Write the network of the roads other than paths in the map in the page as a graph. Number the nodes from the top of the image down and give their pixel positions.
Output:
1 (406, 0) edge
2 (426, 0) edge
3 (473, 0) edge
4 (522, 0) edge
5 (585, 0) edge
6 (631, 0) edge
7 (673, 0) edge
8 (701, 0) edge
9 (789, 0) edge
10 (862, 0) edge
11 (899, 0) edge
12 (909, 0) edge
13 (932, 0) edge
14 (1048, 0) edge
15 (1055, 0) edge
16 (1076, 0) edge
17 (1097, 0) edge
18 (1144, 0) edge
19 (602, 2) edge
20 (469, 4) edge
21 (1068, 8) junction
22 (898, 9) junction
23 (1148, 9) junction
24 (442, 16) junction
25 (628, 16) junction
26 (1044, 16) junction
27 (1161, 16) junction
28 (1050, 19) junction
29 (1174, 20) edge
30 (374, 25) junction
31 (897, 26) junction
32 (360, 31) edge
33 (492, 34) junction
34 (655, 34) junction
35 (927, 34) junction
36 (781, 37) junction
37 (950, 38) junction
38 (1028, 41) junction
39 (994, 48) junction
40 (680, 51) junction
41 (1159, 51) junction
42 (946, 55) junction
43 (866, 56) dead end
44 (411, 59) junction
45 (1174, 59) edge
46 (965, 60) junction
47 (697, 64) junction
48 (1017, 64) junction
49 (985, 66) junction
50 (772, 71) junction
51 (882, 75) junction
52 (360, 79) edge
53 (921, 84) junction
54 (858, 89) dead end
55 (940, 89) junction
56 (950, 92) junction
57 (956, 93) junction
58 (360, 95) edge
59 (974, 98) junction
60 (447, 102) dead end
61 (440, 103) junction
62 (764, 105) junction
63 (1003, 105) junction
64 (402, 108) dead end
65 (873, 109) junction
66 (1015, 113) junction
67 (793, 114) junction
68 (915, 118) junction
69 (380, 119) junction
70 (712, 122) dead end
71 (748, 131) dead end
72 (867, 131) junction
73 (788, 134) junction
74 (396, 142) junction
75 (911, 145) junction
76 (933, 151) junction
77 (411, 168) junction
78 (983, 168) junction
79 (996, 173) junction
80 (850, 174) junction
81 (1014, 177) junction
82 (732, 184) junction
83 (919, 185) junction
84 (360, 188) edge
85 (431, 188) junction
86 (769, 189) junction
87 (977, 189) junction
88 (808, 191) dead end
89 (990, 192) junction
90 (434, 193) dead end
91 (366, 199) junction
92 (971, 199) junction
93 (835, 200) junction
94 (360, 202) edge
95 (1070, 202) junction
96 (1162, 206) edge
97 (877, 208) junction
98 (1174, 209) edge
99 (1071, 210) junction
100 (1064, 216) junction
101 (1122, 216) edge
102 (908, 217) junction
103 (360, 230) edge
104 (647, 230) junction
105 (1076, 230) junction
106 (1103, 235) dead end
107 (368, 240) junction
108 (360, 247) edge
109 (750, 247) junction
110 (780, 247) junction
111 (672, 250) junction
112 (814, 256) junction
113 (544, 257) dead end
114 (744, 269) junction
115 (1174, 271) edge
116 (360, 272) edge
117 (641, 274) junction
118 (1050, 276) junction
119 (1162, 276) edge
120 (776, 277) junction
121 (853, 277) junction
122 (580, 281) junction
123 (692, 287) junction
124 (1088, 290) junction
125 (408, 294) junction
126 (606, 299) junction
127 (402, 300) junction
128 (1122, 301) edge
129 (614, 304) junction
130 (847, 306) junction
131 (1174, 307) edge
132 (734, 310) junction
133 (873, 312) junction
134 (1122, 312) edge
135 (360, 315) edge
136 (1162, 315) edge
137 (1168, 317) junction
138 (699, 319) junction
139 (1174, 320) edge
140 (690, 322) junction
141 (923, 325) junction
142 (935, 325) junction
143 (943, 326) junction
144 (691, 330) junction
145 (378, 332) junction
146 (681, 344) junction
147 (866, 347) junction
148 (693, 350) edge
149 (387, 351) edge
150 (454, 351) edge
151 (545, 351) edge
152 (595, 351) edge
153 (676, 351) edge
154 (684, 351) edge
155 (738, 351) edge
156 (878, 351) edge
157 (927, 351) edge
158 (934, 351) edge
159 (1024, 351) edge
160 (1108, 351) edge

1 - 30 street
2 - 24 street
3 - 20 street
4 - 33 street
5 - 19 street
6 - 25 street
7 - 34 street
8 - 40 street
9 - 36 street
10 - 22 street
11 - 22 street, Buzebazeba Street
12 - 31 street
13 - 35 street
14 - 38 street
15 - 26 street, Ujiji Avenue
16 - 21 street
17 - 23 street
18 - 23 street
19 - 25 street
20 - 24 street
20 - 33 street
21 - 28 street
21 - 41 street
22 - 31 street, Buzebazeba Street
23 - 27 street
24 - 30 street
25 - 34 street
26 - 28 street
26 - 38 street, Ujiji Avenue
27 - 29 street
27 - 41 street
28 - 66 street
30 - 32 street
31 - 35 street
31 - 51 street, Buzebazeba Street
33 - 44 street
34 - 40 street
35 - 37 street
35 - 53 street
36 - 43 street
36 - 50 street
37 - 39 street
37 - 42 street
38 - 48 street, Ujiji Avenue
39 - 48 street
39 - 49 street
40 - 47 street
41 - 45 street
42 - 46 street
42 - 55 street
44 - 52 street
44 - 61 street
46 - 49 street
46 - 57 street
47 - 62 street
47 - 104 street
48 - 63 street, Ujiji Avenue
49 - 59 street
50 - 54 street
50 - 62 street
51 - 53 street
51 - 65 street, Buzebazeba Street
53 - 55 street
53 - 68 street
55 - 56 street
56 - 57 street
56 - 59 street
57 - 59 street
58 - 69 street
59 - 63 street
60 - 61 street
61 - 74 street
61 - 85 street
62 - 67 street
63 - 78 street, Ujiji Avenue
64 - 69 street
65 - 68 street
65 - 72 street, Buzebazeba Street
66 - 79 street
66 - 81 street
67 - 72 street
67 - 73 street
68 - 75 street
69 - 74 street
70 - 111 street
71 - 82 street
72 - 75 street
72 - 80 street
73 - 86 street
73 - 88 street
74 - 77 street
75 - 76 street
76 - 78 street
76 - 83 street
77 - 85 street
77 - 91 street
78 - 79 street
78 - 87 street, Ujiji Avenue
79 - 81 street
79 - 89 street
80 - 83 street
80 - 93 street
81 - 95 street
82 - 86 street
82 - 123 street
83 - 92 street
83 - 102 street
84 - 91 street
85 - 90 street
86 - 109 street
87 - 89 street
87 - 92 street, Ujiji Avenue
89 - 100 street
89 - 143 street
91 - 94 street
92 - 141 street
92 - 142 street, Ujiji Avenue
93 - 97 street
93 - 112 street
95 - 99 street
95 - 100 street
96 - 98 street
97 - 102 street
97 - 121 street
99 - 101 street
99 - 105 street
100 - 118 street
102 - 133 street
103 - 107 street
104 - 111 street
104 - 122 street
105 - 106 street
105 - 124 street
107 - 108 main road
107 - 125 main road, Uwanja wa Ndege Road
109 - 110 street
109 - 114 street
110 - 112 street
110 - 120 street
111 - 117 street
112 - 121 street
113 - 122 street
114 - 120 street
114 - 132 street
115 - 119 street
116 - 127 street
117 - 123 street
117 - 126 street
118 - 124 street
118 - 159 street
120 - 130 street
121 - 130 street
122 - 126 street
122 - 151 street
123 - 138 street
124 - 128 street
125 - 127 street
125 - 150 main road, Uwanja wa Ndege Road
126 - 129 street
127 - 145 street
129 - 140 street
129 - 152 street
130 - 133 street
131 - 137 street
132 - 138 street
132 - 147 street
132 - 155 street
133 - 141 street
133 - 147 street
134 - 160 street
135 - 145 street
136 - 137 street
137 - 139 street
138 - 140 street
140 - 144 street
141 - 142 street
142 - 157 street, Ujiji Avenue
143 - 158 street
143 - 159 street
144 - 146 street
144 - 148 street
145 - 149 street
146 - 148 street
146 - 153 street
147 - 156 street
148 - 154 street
......
→ Assignment: Scan the records above for the string "dead", then report every line that contains it.

→ Exercise solution:
43 (866, 56) dead end
54 (858, 89) dead end
60 (447, 102) dead end
64 (402, 108) dead end
70 (712, 122) dead end
71 (748, 131) dead end
88 (808, 191) dead end
90 (434, 193) dead end
106 (1103, 235) dead end
113 (544, 257) dead end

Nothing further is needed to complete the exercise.